_TASK ITEM_: Reproduce all records word for word.

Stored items
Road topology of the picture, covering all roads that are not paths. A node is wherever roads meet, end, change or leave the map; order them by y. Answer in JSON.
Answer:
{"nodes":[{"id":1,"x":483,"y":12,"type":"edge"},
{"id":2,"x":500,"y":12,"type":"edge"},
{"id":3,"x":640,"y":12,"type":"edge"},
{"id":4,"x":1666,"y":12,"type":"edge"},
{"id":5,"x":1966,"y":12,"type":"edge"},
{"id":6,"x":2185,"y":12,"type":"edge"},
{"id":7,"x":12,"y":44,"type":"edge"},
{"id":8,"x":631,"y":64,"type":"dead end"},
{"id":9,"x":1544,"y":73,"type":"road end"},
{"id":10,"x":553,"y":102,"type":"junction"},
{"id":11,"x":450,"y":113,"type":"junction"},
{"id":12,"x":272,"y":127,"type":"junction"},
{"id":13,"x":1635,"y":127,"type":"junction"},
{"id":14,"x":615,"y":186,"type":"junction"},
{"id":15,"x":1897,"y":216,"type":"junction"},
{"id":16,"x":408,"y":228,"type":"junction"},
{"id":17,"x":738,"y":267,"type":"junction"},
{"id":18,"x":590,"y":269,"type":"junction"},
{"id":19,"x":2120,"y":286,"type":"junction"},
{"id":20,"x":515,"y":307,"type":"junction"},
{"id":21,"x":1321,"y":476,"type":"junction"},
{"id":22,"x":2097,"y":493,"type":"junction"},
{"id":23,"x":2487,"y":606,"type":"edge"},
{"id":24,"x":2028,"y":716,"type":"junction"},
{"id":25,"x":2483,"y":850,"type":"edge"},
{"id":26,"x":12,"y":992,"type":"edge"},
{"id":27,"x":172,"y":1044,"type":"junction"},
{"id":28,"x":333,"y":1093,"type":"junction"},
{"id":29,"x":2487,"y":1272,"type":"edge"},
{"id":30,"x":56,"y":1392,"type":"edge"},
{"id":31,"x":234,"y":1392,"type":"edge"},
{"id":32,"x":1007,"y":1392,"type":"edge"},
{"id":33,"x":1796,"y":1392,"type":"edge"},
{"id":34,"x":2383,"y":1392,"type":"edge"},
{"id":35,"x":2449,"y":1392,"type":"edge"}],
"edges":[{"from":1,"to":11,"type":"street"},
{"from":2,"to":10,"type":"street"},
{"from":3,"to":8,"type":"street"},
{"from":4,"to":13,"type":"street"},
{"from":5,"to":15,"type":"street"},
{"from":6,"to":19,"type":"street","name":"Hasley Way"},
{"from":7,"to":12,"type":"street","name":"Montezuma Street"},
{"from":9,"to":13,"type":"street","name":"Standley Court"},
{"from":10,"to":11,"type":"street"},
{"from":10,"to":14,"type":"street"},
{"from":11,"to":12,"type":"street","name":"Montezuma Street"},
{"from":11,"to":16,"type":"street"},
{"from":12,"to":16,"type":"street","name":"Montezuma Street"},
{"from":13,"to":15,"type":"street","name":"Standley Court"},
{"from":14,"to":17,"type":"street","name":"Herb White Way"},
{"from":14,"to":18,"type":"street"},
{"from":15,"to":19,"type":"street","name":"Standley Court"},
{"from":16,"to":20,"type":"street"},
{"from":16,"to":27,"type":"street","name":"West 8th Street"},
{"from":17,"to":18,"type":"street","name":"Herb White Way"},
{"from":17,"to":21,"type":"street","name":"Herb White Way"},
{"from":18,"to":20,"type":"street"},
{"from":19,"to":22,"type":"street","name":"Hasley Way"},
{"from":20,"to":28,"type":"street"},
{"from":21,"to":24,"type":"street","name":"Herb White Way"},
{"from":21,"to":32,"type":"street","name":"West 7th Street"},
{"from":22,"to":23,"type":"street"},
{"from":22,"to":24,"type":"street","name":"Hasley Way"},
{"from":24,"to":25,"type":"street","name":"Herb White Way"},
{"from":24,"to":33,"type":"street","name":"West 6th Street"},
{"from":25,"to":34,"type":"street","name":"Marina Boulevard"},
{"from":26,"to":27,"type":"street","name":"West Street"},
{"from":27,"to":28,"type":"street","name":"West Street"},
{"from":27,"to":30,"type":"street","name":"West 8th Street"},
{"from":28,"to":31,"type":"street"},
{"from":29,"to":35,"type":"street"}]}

_YOUR SOLUTION_:
Road topology of the picture, covering all roads that are not paths. A node is wherever roads meet, end, change or leave the map; order them by y. Answer in JSON.
Answer:
{"nodes":[{"id":1,"x":483,"y":12,"type":"edge"},
{"id":2,"x":500,"y":12,"type":"edge"},
{"id":3,"x":640,"y":12,"type":"edge"},
{"id":4,"x":1666,"y":12,"type":"edge"},
{"id":5,"x":1966,"y":12,"type":"edge"},
{"id":6,"x":2185,"y":12,"type":"edge"},
{"id":7,"x":12,"y":44,"type":"edge"},
{"id":8,"x":631,"y":64,"type":"dead end"},
{"id":9,"x":1544,"y":73,"type":"road end"},
{"id":10,"x":553,"y":102,"type":"junction"},
{"id":11,"x":450,"y":113,"type":"junction"},
{"id":12,"x":272,"y":127,"type":"junction"},
{"id":13,"x":1635,"y":127,"type":"junction"},
{"id":14,"x":615,"y":186,"type":"junction"},
{"id":15,"x":1897,"y":216,"type":"junction"},
{"id":16,"x":408,"y":228,"type":"junction"},
{"id":17,"x":738,"y":267,"type":"junction"},
{"id":18,"x":590,"y":269,"type":"junction"},
{"id":19,"x":2120,"y":286,"type":"junction"},
{"id":20,"x":515,"y":307,"type":"junction"},
{"id":21,"x":1321,"y":476,"type":"junction"},
{"id":22,"x":2097,"y":493,"type":"junction"},
{"id":23,"x":2487,"y":606,"type":"edge"},
{"id":24,"x":2028,"y":716,"type":"junction"},
{"id":25,"x":2483,"y":850,"type":"edge"},
{"id":26,"x":12,"y":992,"type":"edge"},
{"id":27,"x":172,"y":1044,"type":"junction"},
{"id":28,"x":333,"y":1093,"type":"junction"},
{"id":29,"x":2487,"y":1272,"type":"edge"},
{"id":30,"x":56,"y":1392,"type":"edge"},
{"id":31,"x":234,"y":1392,"type":"edge"},
{"id":32,"x":1007,"y":1392,"type":"edge"},
{"id":33,"x":1796,"y":1392,"type":"edge"},
{"id":34,"x":2383,"y":1392,"type":"edge"},
{"id":35,"x":2449,"y":1392,"type":"edge"}],
"edges":[{"from":1,"to":11,"type":"street"},
{"from":2,"to":10,"type":"street"},
{"from":3,"to":8,"type":"street"},
{"from":4,"to":13,"type":"street"},
{"from":5,"to":15,"type":"street"},
{"from":6,"to":19,"type":"street","name":"Hasley Way"},
{"from":7,"to":12,"type":"street","name":"Montezuma Street"},
{"from":9,"to":13,"type":"street","name":"Standley Court"},
{"from":10,"to":11,"type":"street"},
{"from":10,"to":14,"type":"street"},
{"from":11,"to":12,"type":"street","name":"Montezuma Street"},
{"from":11,"to":16,"type":"street"},
{"from":12,"to":16,"type":"street","name":"Montezuma Street"},
{"from":13,"to":15,"type":"street","name":"Standley Court"},
{"from":14,"to":17,"type":"street","name":"Herb White Way"},
{"from":14,"to":18,"type":"street"},
{"from":15,"to":19,"type":"street","name":"Standley Court"},
{"from":16,"to":20,"type":"street"},
{"from":16,"to":27,"type":"street","name":"West 8th Street"},
{"from":17,"to":18,"type":"street","name":"Herb White Way"},
{"from":17,"to":21,"type":"street","name":"Herb White Way"},
{"from":18,"to":20,"type":"street"},
{"from":19,"to":22,"type":"street","name":"Hasley Way"},
{"from":20,"to":28,"type":"street"},
{"from":21,"to":24,"type":"street","name":"Herb White Way"},
{"from":21,"to":32,"type":"street","name":"West 7th Street"},
{"from":22,"to":23,"type":"street"},
{"from":22,"to":24,"type":"street","name":"Hasley Way"},
{"from":24,"to":25,"type":"street","name":"Herb White Way"},
{"from":24,"to":33,"type":"street","name":"West 6th Street"},
{"from":25,"to":34,"type":"street","name":"Marina Boulevard"},
{"from":26,"to":27,"type":"street","name":"West Street"},
{"from":27,"to":28,"type":"street","name":"West Street"},
{"from":27,"to":30,"type":"street","name":"West 8th Street"},
{"from":28,"to":31,"type":"street"},
{"from":29,"to":35,"type":"street"}]}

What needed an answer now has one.